Geosteering is the iterative process of navigating the bottom hole assembly (BHA) in a given geologic setting to achieve prespecified targets. To guide the directional drilling process, directional survey and logging-while-drilling (LWD) sensor measurements are used to estimate the BHA position and the lateral changes of the geologic structure. Geologists usually refer to the geologic structure as the formation model or earth model. Accurate geosteering is crucial to ensure short-term production and long-term reservoir access of a well (Griffiths, 2009).

Geosteering is also an application of horizontal drilling. Before drilling a horizontal well, a pilot vertical well is drilled penetrating through all formations of interest to acquire a stratigraphic log. Geologists also refer to this vertical well as the typewell and its corresponding log as the typelog. The typelog is a stratigraphic signature of the geology over a region of interest. The gamma-ray (GR) log is a commonly used stratigraphic measurement in geosteering because it is relatively insensitive to fluid saturation and porosity variation (Griffiths, 2009, chapter 5.8). GR measurements are counts of the number of GRs emitted from the three nature isotopes commonly found in the earth formations: thorium (Th), uranium (U), and potassium (K). Because GR has a limited depth of investigation (DOI), from a few inches to a few feet (PetroWiki, 2012; Kullawan et al., 2014), it cannot be used to map the boundary of the formations. However, GR is sometimes used as the only stratigraphic measurement when there is a sufficient difference of response between formation layers. Here, we use the GR log from the typewell as a stratigraphic signature of the region and we introduce two techniques to geosteer a horizontal well.

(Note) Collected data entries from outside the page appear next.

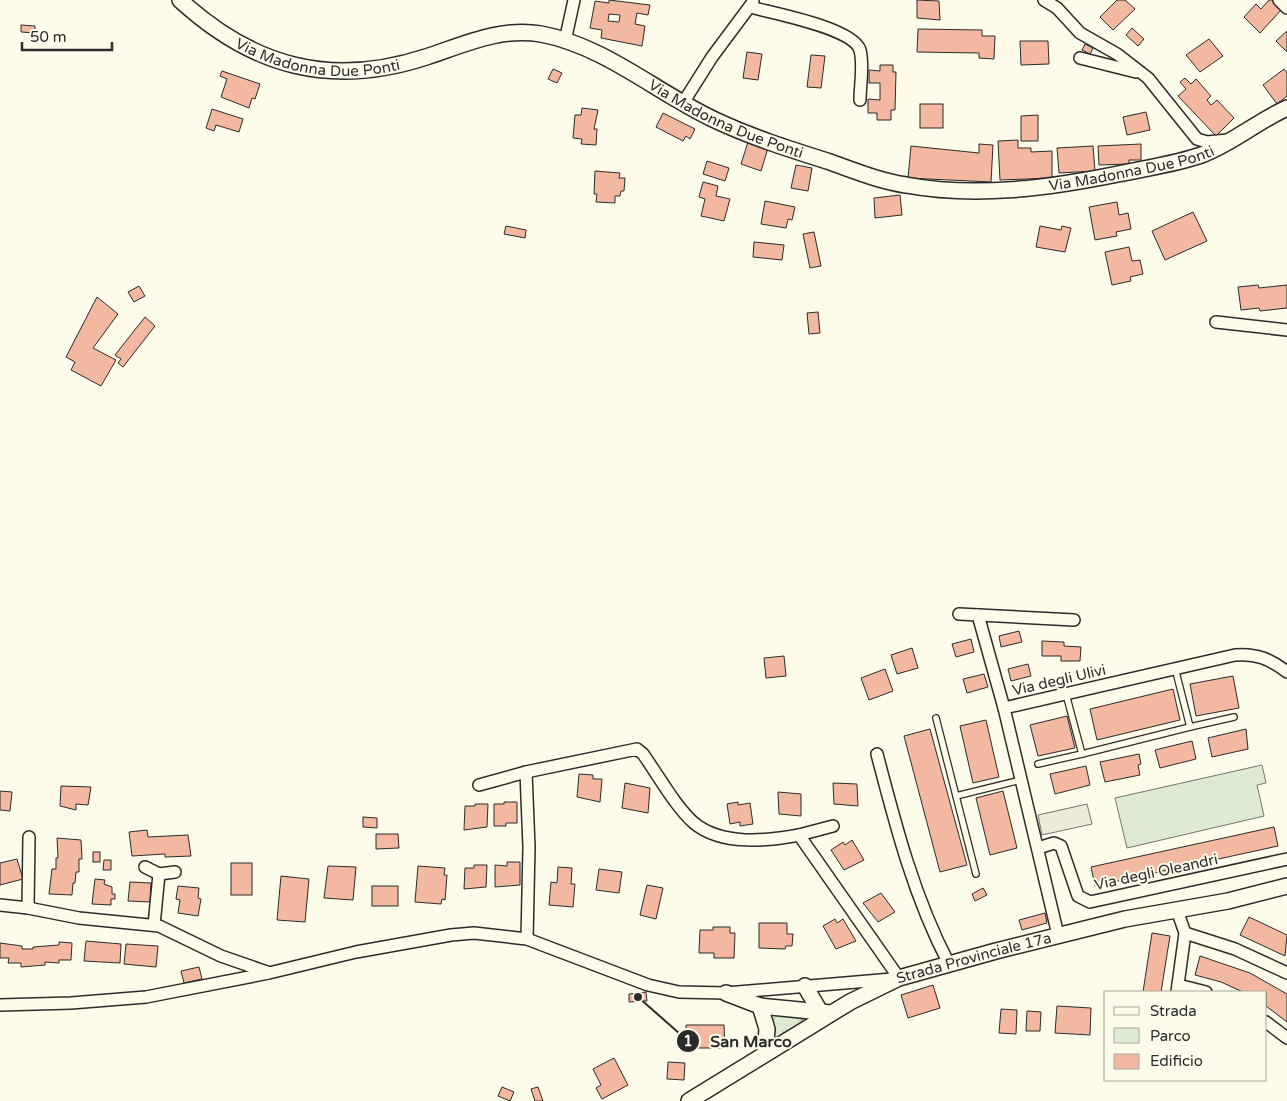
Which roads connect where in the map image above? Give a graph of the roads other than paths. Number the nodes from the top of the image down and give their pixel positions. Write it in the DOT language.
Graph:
graph roads {
  1 [pos="180,0"];
  2 [pos="574,0"];
  3 [pos="1044,0"];
  4 [pos="1280,0"];
  5 [pos="752,4"];
  6 [pos="1287,8"];
  7 [pos="565,41"];
  8 [pos="1080,58"];
  9 [pos="1148,78"];
  10 [pos="860,100"];
  11 [pos="683,103"];
  12 [pos="1287,108"];
  13 [pos="1234,139"];
  14 [pos="1216,322"];
  15 [pos="1287,330"];
  16 [pos="959,614"];
  17 [pos="978,615"];
  18 [pos="1074,620"];
  19 [pos="1175,668"];
  20 [pos="1287,672"];
  21 [pos="1066,694"];
  22 [pos="1004,708"];
  23 [pos="1234,717"];
  24 [pos="936,718"];
  25 [pos="1190,727"];
  26 [pos="877,754"];
  27 [pos="1082,754"];
  28 [pos="1038,764"];
  29 [pos="526,772"];
  30 [pos="1021,780"];
  31 [pos="479,785"];
  32 [pos="956,796"];
  33 [pos="834,826"];
  34 [pos="799,835"];
  35 [pos="29,837"];
  36 [pos="1038,848"];
  37 [pos="1287,858"];
  38 [pos="145,867"];
  39 [pos="175,872"];
  40 [pos="159,874"];
  41 [pos="976,874"];
  42 [pos="1287,886"];
  43 [pos="0,905"];
  44 [pos="28,908"];
  45 [pos="1178,910"];
  46 [pos="154,925"];
  47 [pos="1185,933"];
  48 [pos="1058,935"];
  49 [pos="527,939"];
  50 [pos="949,964"];
  51 [pos="269,973"];
  52 [pos="1287,973"];
  53 [pos="899,978"];
  54 [pos="805,986"];
  55 [pos="1177,989"];
  56 [pos="1196,991"];
  57 [pos="726,993"];
  58 [pos="0,1005"];
  59 [pos="760,1006"];
  60 [pos="822,1017"];
  61 [pos="1267,1023"];
  62 [pos="1287,1038"];
  63 [pos="765,1054"];
  64 [pos="689,1101"];
  1 -- 7 [label="main road, Via Madonna Due Ponti"];
  2 -- 7 [label="street"];
  3 -- 9 [label="street"];
  4 -- 6 [label="street"];
  5 -- 10 [label="street"];
  5 -- 11 [label="street"];
  7 -- 11 [label="main road, Via Madonna Due Ponti"];
  8 -- 9 [label="street"];
  9 -- 13 [label="street"];
  11 -- 13 [label="main road, Via Madonna Due Ponti"];
  12 -- 13 [label="main road, Via Madonna Due Ponti"];
  14 -- 15 [label="street"];
  16 -- 17 [label="street"];
  17 -- 18 [label="street"];
  17 -- 22 [label="street"];
  19 -- 20 [label="street, Via degli Ulivi"];
  19 -- 21 [label="street, Via degli Ulivi"];
  19 -- 25 [label="lane"];
  21 -- 22 [label="street, Via degli Ulivi"];
  21 -- 27 [label="lane"];
  22 -- 30 [label="street, Via degli Ulivi"];
  23 -- 25 [label="lane"];
  24 -- 32 [label="lane"];
  25 -- 27 [label="lane"];
  26 -- 50 [label="street"];
  27 -- 28 [label="lane"];
  29 -- 31 [label="street"];
  29 -- 34 [label="street"];
  29 -- 49 [label="street"];
  30 -- 32 [label="lane"];
  30 -- 36 [label="street, Via degli Ulivi"];
  32 -- 41 [label="lane"];
  33 -- 34 [label="street"];
  34 -- 53 [label="street"];
  35 -- 44 [label="street"];
  36 -- 37 [label="street, Via degli Oleandri"];
  36 -- 48 [label="street, Via degli Ulivi"];
  38 -- 40 [label="street"];
  39 -- 40 [label="street"];
  40 -- 46 [label="street"];
  42 -- 45 [label="main road, Strada Provinciale 17a"];
  43 -- 44 [label="street"];
  44 -- 46 [label="street"];
  45 -- 47 [label="street"];
  45 -- 48 [label="main road, Strada Provinciale 17a"];
  46 -- 51 [label="street"];
  47 -- 52 [label="street"];
  47 -- 55 [label="street"];
  48 -- 50 [label="main road, Strada Provinciale 17a"];
  49 -- 51 [label="street"];
  49 -- 57 [label="street"];
  50 -- 53 [label="main road, Strada Provinciale 17a"];
  51 -- 58 [label="street"];
  53 -- 54 [label="street"];
  53 -- 60 [label="main road, Strada Provinciale 17a"];
  54 -- 57 [label="street"];
  54 -- 60 [label="main road"];
  55 -- 56 [label="street"];
  57 -- 59 [label="main road"];
  59 -- 60 [label="main road"];
  59 -- 63 [label="main road"];
  60 -- 63 [label="main road, Strada Provinciale 17a"];
  61 -- 62 [label="street"];
  63 -- 64 [label="main road, Strada Provinciale 17a"];
}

Two types of geosteering approaches exist: model based and stratification based. Griffiths (2009, chapter 1.5.1) summarizes the procedure of a model-based method as “model, compare, and update.” Given a formation model and wellbore trajectory, the expected log response is calculated based on a typelog and compared with the real-time measured log. The formation model is then iteratively updated until the expected responses match the actual log. The stratification-based approach was introduced by Stoner (2007): Based on a formation model, the measured logs are converted from the lateral to the stratigraphic domain and then correlated with the typelog. The formation model is again iteratively updated until there is a good match of the patterns between the converted log and the typelog. Geosteerers implement either approach by iteratively updating the formation model and then visually matching the patterns from the typelog and measured log. Clearly, human-based geosteering interpretations are easily affected by individual opinions and prone to various errors. Therefore, statistical machine-learning algorithms are urgently needed to avoid individual variation and standardize the geosteering process.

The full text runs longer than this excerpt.